Monday, December 19, 2016

Yes you can

Paul Krugman has a blog post called "What do Trump voters want"?  The obvious answer for most of them was a Republican president, but Krugman was concerned with the working-class voters who shifted from voting Democratic in previous elections.  He concluded that "I don’t think any kind of economic analysis can explain this. It has to be about culture and, as always, race."  His reasoning was that these voters were going against their economic interests, since they benefited from government spending that Trump was likely to cut.
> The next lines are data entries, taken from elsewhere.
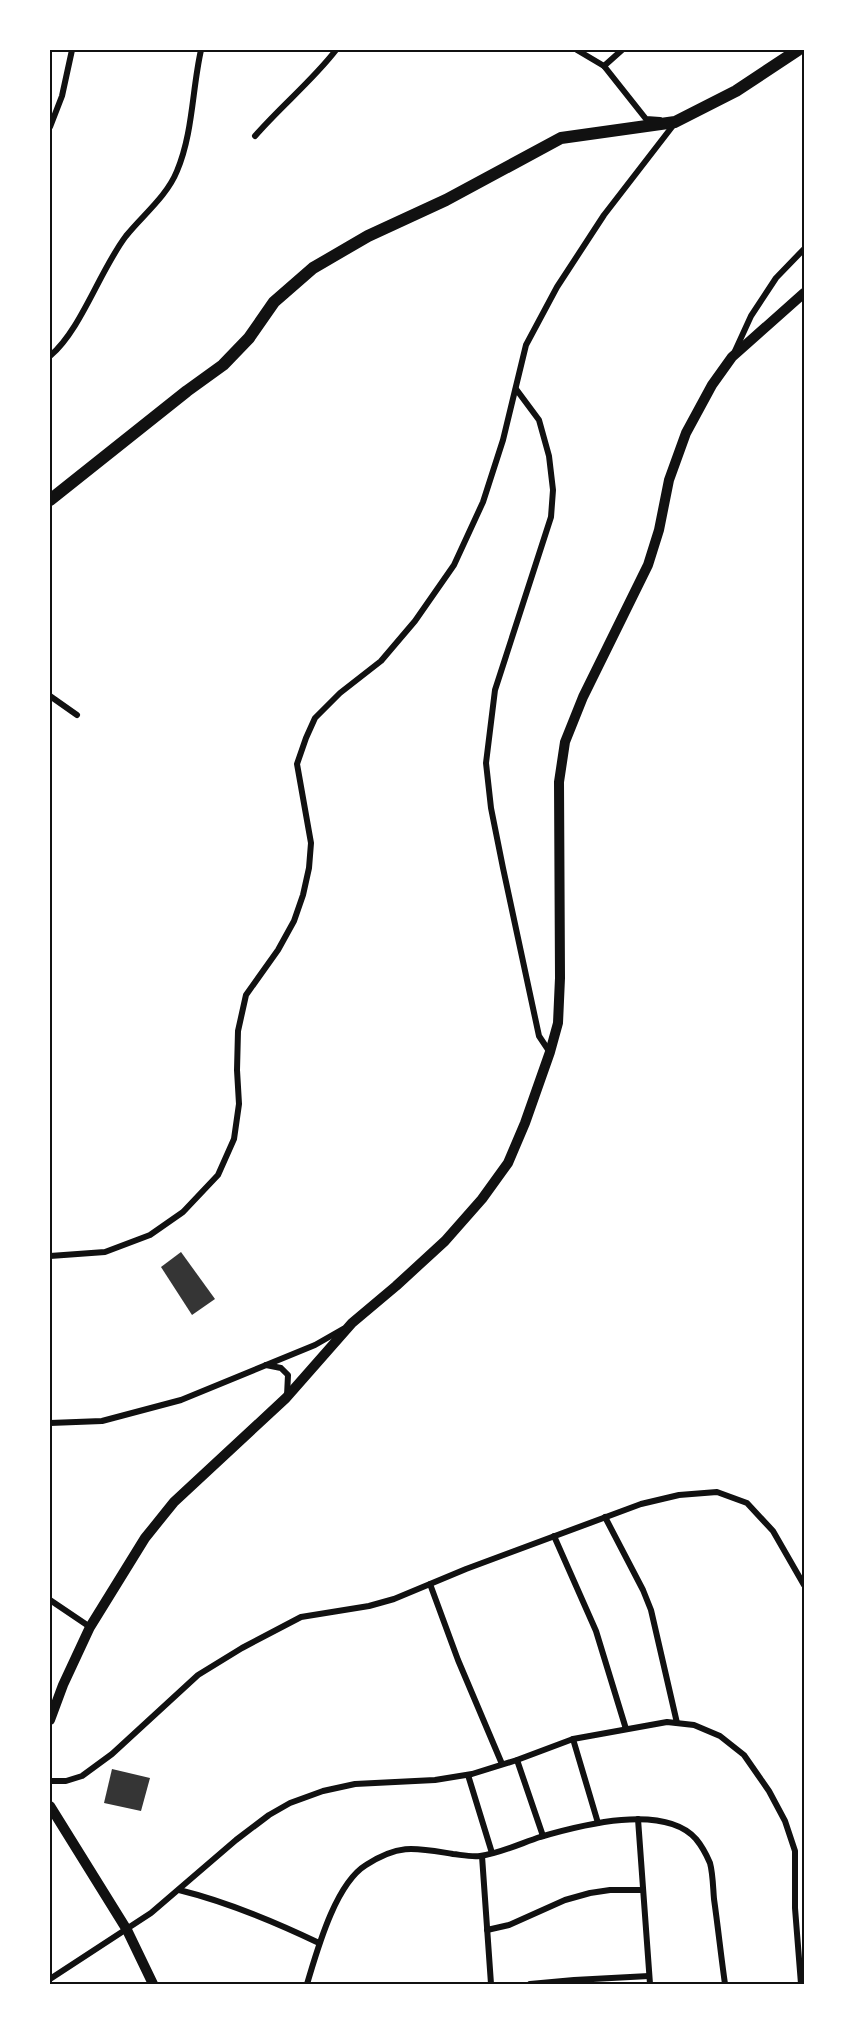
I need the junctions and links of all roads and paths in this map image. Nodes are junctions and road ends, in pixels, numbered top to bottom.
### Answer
1 (72, 50) edge
2 (201, 50) edge
3 (336, 50) edge
4 (577, 50) edge
5 (622, 50) edge
6 (798, 50) edge
7 (604, 66) junction
8 (675, 122) junction
9 (50, 127) edge
10 (255, 136) dead end
11 (804, 249) edge
12 (804, 293) edge
13 (50, 356) edge
14 (732, 357) junction
15 (516, 389) junction
16 (50, 500) edge
17 (50, 696) edge
18 (77, 715) dead end
19 (550, 1052) junction
20 (50, 1256) edge
21 (352, 1323) junction
22 (265, 1365) junction
23 (286, 1398) junction
24 (50, 1423) edge
25 (606, 1517) junction
26 (554, 1536) junction
27 (430, 1584) junction
28 (804, 1585) edge
29 (50, 1600) edge
30 (90, 1627) junction
31 (50, 1720) edge
32 (677, 1723) junction
33 (626, 1728) junction
34 (573, 1739) junction
35 (517, 1760) junction
36 (502, 1764) junction
37 (468, 1774) junction
38 (50, 1781) edge
39 (50, 1808) edge
40 (638, 1819) junction
41 (598, 1823) junction
42 (543, 1836) junction
43 (492, 1853) junction
44 (482, 1856) junction
45 (179, 1890) junction
46 (644, 1890) junction
47 (127, 1930) junction
48 (487, 1930) junction
49 (319, 1943) junction
50 (649, 1976) junction
51 (50, 1979) edge
52 (153, 1984) edge
53 (306, 1984) edge
54 (491, 1984) edge
55 (530, 1984) edge
56 (650, 1984) edge
57 (725, 1984) edge
58 (801, 1984) edge

1 - 9 street
2 - 13 street
3 - 10 street
4 - 7 street
5 - 7 street
6 - 8 main road
7 - 8 street
8 - 15 street
8 - 16 main road
11 - 14 street
12 - 14 street
14 - 19 street
15 - 19 street
15 - 20 street
17 - 18 street
19 - 21 street
21 - 22 street
21 - 23 street
22 - 23 street
22 - 24 street
23 - 30 street
25 - 26 street
25 - 28 street
25 - 32 street
26 - 27 street
26 - 33 street
27 - 36 street
27 - 38 street
29 - 30 street
30 - 31 street
32 - 33 street
32 - 58 street
33 - 34 street
34 - 35 street
34 - 41 street
35 - 36 street
35 - 42 street
36 - 37 street
37 - 43 street
37 - 45 street
39 - 47 street
40 - 41 street
40 - 46 street
40 - 57 street
41 - 42 street
42 - 43 street
43 - 44 street
44 - 48 street
44 - 49 street
45 - 47 street
45 - 49 street
46 - 48 street
46 - 50 street
47 - 51 street
47 - 52 street
48 - 54 street
49 - 53 street
50 - 55 street
50 - 56 street

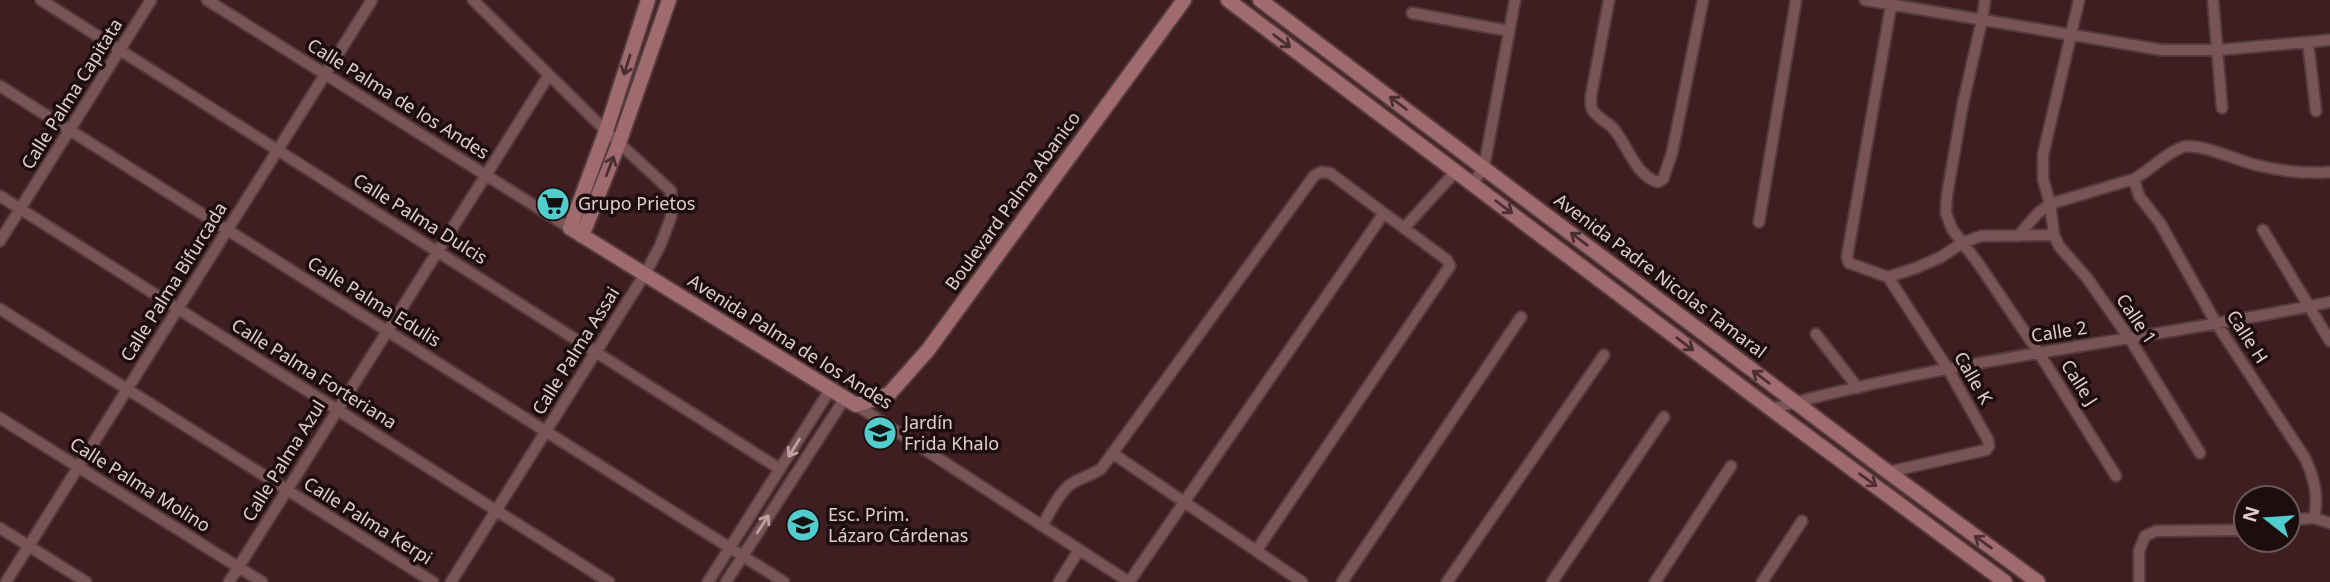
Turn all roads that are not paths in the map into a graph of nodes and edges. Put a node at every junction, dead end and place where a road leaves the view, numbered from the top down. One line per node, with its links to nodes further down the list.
1 (41, 0): 26 (street, Calle Palma Dulcis)
2 (151, 0): 26 (street, Calle Palma Capitata)
3 (207, 0): 28 (street, Calle Palma de los Andes)
4 (372, 0): 28 (street, Calle Palma Bifurcada)
5 (473, 0): 29 (street, Calle Palma Assai)
6 (648, 0): 34 (street, one-way to 34)
7 (668, 0): 35 (street)
8 (1184, 0): 76 (street, Boulevard Palma Abanico)
9 (1228, 0): 38 (street, one-way to 38)
10 (1260, 0): 37 (street, Avenida Padre Nicolas Tamaral, one-way to 10)
11 (1515, 0): 22 (street)
12 (1609, 0): 13 (street)
13 (1703, 0)
14 (1796, 0): 47 (street)
15 (1865, 0): 19 (street)
16 (1985, 0): 21 (street, Calle J)
17 (2079, 0): 23 (street, Calle 1)
18 (2213, 0): 27 (street)
19 (1891, 2): 21 (street); 58 (street)
20 (1412, 13): 22 (street)
21 (1982, 20): 23 (street); 55 (street, Calle J)
22 (1509, 31): 37 (street)
23 (2073, 36): 27 (street); 44 (street, Calle 1)
24 (2330, 40): 25 (street)
25 (2308, 42): 27 (street); 32 (street)
26 (120, 50): 33 (street, Calle Palma Capitata); 36 (street, Calle Palma Dulcis)
27 (2219, 50): 31 (street)
28 (326, 74): 36 (street, Calle Palma Bifurcada); 40 (street, Calle Palma de los Andes)
29 (549, 75): 34 (street, Calle Palma Assai); 40 (street, Calle Palma Azul)
30 (0, 86): 33 (street, Calle Palma Edulis)
31 (2222, 108)
32 (2316, 111)
33 (70, 130): 45 (street, Calle Palma Capitata); 49 (street, Calle Palma Edulis)
34 (606, 131): 35 (street, Calle Palma Assai); 51 (street)
35 (619, 143): 51 (street, one-way to 35); 57 (street, Calle Palma Assai)
36 (278, 150): 49 (street, Calle Palma Bifurcada); 56 (street, Calle Palma Dulcis)
37 (1484, 167): 42 (street); 77 (street, Avenida Padre Nicolas Tamaral, one-way to 37)
38 (1457, 172): 42 (street); 48 (street)
39 (2330, 172): 41 (street)
40 (486, 175): 51 (street, Calle Palma de los Andes); 56 (street, Calle Palma Azul)
41 (2134, 179): 44 (street); 64 (street, Calle H)
42 (1473, 183): 78 (street, one-way to 78)
43 (0, 196): 45 (street, Calle Palma Forteriana)
44 (2050, 204): 52 (street, Calle 1); 53 (street)
45 (20, 209): 54 (street, Calle Palma Capitata); 62 (street, Calle Palma Forteriana)
46 (1384, 213): 48 (street); 83 (street); 91 (street)
47 (1759, 222)
48 (1404, 228): 103 (street)
49 (228, 230): 62 (street, Calle Palma Bifurcada); 65 (street, Calle Palma Edulis)
50 (2263, 230): 60 (street)
51 (576, 232): 57 (street, Avenida Palma de los Andes)
52 (2054, 235): 53 (street); 67 (street, Calle 1)
53 (2018, 236): 55 (street)
54 (0, 241)
55 (1962, 243): 58 (street); 70 (street, Calle J)
56 (438, 251): 65 (street, Calle Palma Azul); 69 (street, Calle Palma Dulcis)
57 (645, 274): 69 (street, Calle Palma Assai); 75 (street, Avenida Palma de los Andes)
58 (1888, 277): 72 (street, Calle K)
59 (2330, 302): 60 (street, Calle 2)
60 (2309, 306): 64 (street, Calle 2); 68 (street)
61 (0, 309): 74 (street, Calle Palma Kerpi)
62 (178, 309): 74 (street, Calle Palma Bifurcada); 79 (street, Calle Palma Forteriana)
63 (1521, 317): 119 (street)
64 (2216, 323): 67 (street, Calle 2); 93 (street, Calle H)
65 (387, 331): 79 (street, Calle Palma Azul); 82 (street, Calle Palma Edulis)
66 (1816, 334): 73 (street)
67 (2130, 339): 70 (street, Calle 2); 84 (street, Calle 1)
68 (2330, 341)
69 (597, 351): 82 (street, Calle Palma Assai); 87 (street, Calle Palma Dulcis)
70 (2039, 353): 72 (street, Calle 2); 89 (street, Calle J)
71 (1604, 355): 120 (street)
72 (1948, 369): 73 (street, Calle 2); 88 (street, Calle K)
73 (1858, 388): 77 (street, Calle 2)
74 (127, 389): 86 (street, Calle Palma Bifurcada); 90 (street, Calle Palma Kerpi)
75 (830, 390): 76 (street, Avenida Palma de los Andes); 87 (street, one-way to 87)
76 (850, 402): 97 (street, Avenida Palma de los Andes); 104 (street, one-way to 76)
77 (1795, 402): 78 (street, Calle 2); 88 (street, Avenida Padre Nicolas Tamaral)
78 (1771, 409): 124 (street, one-way to 124)
79 (338, 410): 90 (street, Calle Palma Azul); 92 (street, Calle Palma Forteriana)
80 (1664, 417): 121 (street)
81 (0, 418): 86 (street, Calle Palma Molino)
82 (546, 432): 92 (street, Calle Palma Assai); 101 (street, Calle Palma Edulis)
83 (1112, 453): 91 (street); 97 (street)
84 (2200, 453)
85 (1731, 466): 122 (street)
86 (78, 467): 100 (street, Calle Palma Bifurcada); 105 (street, Calle Palma Molino)
87 (780, 469): 101 (street)
88 (1888, 472): 125 (street, Avenida Padre Nicolas Tamaral, one-way to 88)
89 (2116, 476)
90 (286, 491): 105 (street, Calle Palma Azul); 110 (street, Calle Palma Kerpi)
91 (1185, 503): 103 (street); 117 (street)
92 (497, 509): 111 (street, Calle Palma Assai); 112 (street, Calle Palma Forteriana)
93 (2314, 518): 94 (street); 96 (street)
94 (2302, 519)
95 (1802, 522): 123 (street)
96 (2330, 523)
97 (1042, 526): 102 (street, Avenida Palma de los Andes)
98 (0, 528): 100 (street)
99 (2232, 530): 126 (street)
100 (29, 546): 106 (street, Calle Palma Bifurcada); 107 (street)
101 (730, 548): 104 (street, Calle Palma Edulis); 113 (street)
102 (1079, 550): 116 (street); 117 (street, Avenida Palma de los Andes)
103 (1256, 551): 118 (street)
104 (742, 556): 114 (street); 115 (street)
105 (238, 567): 108 (street, Calle Palma Azul); 109 (street, Calle Palma Molino)
106 (6, 582)
107 (86, 582)
108 (229, 582)
109 (262, 582)
110 (433, 582)
111 (451, 582)
112 (609, 582)
113 (708, 582)
114 (726, 582)
115 (784, 582)
116 (1059, 582)
117 (1129, 582)
118 (1302, 582)
119 (1342, 582)
120 (1447, 582)
121 (1552, 582)
122 (1655, 582)
123 (1762, 582)
124 (2005, 582)
125 (2038, 582)
126 (2139, 582)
 I think he's giving up on economic analysis too quickly.  As John Stuart Mill said, people "never . . . save in very exceptional cases . . . direct their conduct by their real ultimate interest, in opposition to their immediate and apparent interest."  Trump could appeal to an "immediate and apparent interest"--protecting American jobs.  A professional economist would say that restricting trade wasn't in the "real ultimate interest" of Americans generally, but many people, especially people with less education, aren't convinced by or even aware of the arguments for free trade.  Also, not everyone gains--the benefits are spread widely, in the form of lower prices, while the costs are concentrated on the workers who are most exposed to foreign competition--that is, on factory workers, or people who would like to get a factory job instead of a poorly paid service job. In principle, the government could increase taxes enough to compensate the "losers" and leave everyone better off, but no one is foolish enough to imagine that will actually happen.  So it's understandable that Trump's promise of "America First" and rejection of trade deals appealed to less educated voters, especially since the Clinton campaign didn't make much effort to reply to it.  As Mill said, "protection of the home producer against foreign industry" is one of the "very natural . . . results of a feeling of class interest in a governing majority of manual laborers."

I don't have any direct evidence for this interpretation, but we can look at the pattern of state differences.  The states in which Trump did well were pretty much the same as those in which Romney did well in 2012 (see the figure), but there were some differences.



Trump's biggest gains over Romney were in North Dakota, West Virginia, Iowa, South Dakota, and Maine.  Those states are all overwhelmingly white.  You could argue that means that the changes really were about race--people are more afraid of the "other" when they hadn't had much exposure to diversity.  But there's a long tradition, which has empirical support, holding that race is more important to white voters in places that are more racially diverse.  For example, when people talked about "Reagan Democrats" in 1980 they meant white working-class voters in places like the New York, Philadelphia, and Detroit metropolitan areas (see this paper).

Although the states that shifted to Trump are all rural and overwhelmingly white, their economic situations vary widely.  West Virginia has one of the highest unemployment rates of all states, while the Dakotas are among the lowest.  The same is true for rates of disability.  One thing I think that they have in common, although I can't find any clear data, is the importance of extractive industries--lumber in Maine, and energy in the others (coal in West Virginia, the Keystone pipeline in the Dakotas, and ethanol production in Iowa).  It seems like the "immediate and apparent" interest of people in those states aligned with Trump.